[WORK TO COMPLETE]
In the entries below, find the line with "middle pip: (147, 107)" and the line with "pinky tip: (204, 180)". Reproduce those two lines and every line between them exactly, and nothing more.

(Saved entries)

========

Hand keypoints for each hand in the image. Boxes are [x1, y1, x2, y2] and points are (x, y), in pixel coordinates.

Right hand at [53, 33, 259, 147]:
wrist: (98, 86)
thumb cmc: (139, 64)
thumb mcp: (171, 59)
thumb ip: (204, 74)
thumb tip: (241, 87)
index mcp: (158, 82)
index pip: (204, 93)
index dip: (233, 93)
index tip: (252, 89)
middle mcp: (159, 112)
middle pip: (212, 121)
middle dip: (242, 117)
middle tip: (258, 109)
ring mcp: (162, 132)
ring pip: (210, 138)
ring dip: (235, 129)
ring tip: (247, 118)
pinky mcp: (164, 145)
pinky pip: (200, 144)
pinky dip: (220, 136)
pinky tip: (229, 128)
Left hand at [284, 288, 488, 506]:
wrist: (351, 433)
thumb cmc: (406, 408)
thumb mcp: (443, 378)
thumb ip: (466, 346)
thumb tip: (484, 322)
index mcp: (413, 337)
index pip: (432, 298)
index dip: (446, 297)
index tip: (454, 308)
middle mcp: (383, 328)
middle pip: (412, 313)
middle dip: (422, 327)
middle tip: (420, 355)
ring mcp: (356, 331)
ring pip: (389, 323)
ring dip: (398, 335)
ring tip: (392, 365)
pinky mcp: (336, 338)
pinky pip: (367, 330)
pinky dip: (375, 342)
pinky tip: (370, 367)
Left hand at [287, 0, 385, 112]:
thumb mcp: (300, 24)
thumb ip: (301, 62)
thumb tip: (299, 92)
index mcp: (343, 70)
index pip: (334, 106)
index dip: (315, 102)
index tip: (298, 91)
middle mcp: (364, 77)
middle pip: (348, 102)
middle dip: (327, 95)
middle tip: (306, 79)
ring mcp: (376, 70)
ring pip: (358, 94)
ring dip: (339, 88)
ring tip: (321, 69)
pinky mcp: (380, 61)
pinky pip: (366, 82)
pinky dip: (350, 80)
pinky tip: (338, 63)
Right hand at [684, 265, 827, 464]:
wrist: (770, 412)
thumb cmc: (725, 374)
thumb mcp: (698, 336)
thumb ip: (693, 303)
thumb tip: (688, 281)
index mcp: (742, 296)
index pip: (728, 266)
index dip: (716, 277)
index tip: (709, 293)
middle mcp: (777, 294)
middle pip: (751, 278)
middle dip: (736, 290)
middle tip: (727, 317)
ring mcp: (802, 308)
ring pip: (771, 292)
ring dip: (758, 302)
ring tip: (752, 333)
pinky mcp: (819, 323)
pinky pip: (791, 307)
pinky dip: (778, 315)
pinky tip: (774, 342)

========

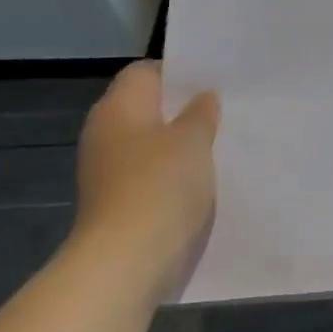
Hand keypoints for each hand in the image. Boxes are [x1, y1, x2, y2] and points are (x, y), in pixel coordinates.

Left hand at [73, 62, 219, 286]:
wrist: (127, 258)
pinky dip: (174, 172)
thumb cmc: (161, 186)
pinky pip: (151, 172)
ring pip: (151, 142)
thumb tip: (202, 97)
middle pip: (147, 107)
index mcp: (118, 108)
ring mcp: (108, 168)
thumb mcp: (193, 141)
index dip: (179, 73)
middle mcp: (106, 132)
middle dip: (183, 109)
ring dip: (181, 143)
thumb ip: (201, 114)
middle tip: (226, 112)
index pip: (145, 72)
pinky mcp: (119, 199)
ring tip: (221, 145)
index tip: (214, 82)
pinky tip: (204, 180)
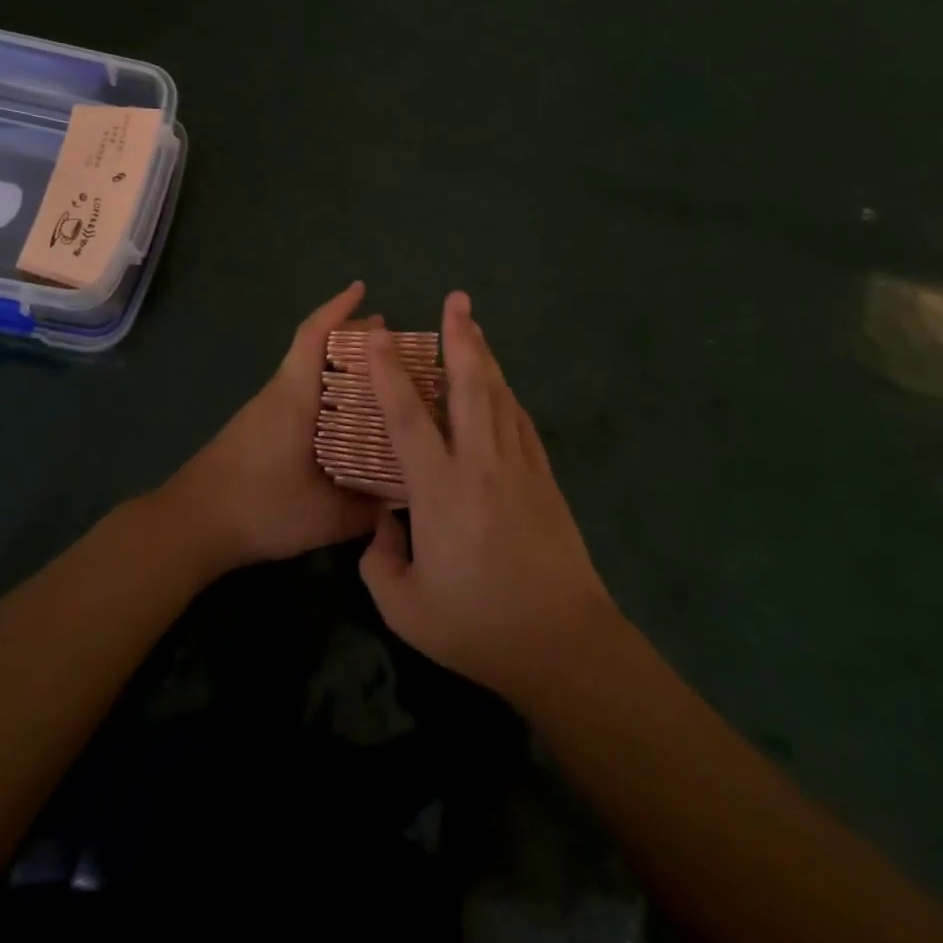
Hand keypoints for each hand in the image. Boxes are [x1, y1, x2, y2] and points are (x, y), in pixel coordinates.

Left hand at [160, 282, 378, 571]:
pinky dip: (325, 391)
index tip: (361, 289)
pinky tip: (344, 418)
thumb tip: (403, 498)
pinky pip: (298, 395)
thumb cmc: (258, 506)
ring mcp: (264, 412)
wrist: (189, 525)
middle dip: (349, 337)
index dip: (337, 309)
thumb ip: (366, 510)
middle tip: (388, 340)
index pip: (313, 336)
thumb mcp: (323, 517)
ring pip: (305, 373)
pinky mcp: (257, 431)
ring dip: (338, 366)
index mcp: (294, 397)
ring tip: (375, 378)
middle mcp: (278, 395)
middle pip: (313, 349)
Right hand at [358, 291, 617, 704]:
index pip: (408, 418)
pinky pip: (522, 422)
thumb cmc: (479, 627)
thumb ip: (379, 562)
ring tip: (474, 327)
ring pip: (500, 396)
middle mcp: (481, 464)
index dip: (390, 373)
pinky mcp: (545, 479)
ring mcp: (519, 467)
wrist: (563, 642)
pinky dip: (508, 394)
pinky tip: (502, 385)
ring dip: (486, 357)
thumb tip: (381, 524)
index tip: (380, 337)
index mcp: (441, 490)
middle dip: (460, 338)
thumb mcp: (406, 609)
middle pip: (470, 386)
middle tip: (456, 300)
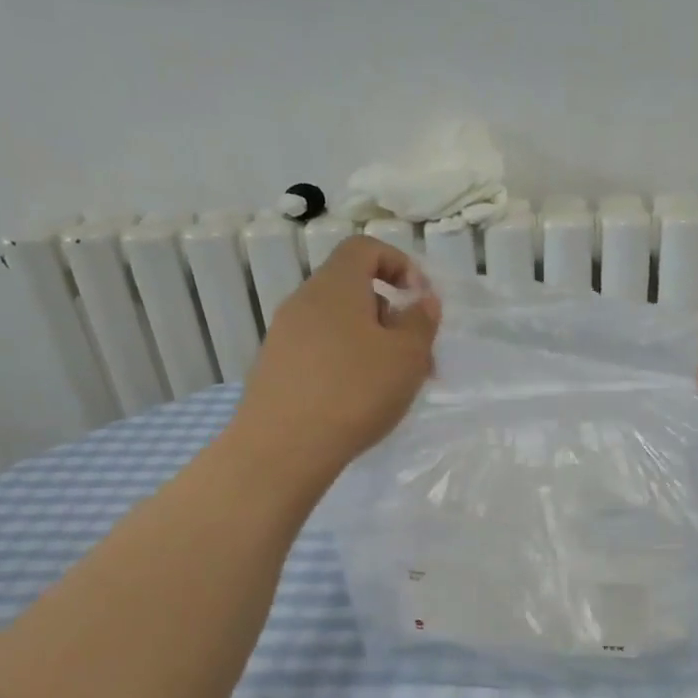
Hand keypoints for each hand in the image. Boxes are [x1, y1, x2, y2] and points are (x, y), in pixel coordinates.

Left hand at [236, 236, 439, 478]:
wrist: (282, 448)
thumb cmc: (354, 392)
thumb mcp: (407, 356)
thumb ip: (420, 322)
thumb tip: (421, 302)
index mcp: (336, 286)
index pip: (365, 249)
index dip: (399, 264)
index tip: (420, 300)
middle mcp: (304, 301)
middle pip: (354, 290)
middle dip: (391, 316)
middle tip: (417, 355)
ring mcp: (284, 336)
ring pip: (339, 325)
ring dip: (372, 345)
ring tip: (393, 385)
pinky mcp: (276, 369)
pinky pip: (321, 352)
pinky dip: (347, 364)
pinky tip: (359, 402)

========

[OUTPUT FOR THIS TASK]
middle pip: (147, 107)
index mcp: (118, 108)
ring mcp: (108, 168)
thumb mcp: (193, 141)
index dip: (179, 73)
middle mcp: (106, 132)
middle dip: (183, 109)
ring dip: (181, 143)
thumb ip: (201, 114)
middle tip: (226, 112)
index pip: (145, 72)
pinky mcp: (119, 199)
ring tip: (221, 145)
index tip: (214, 82)
pinky tip: (204, 180)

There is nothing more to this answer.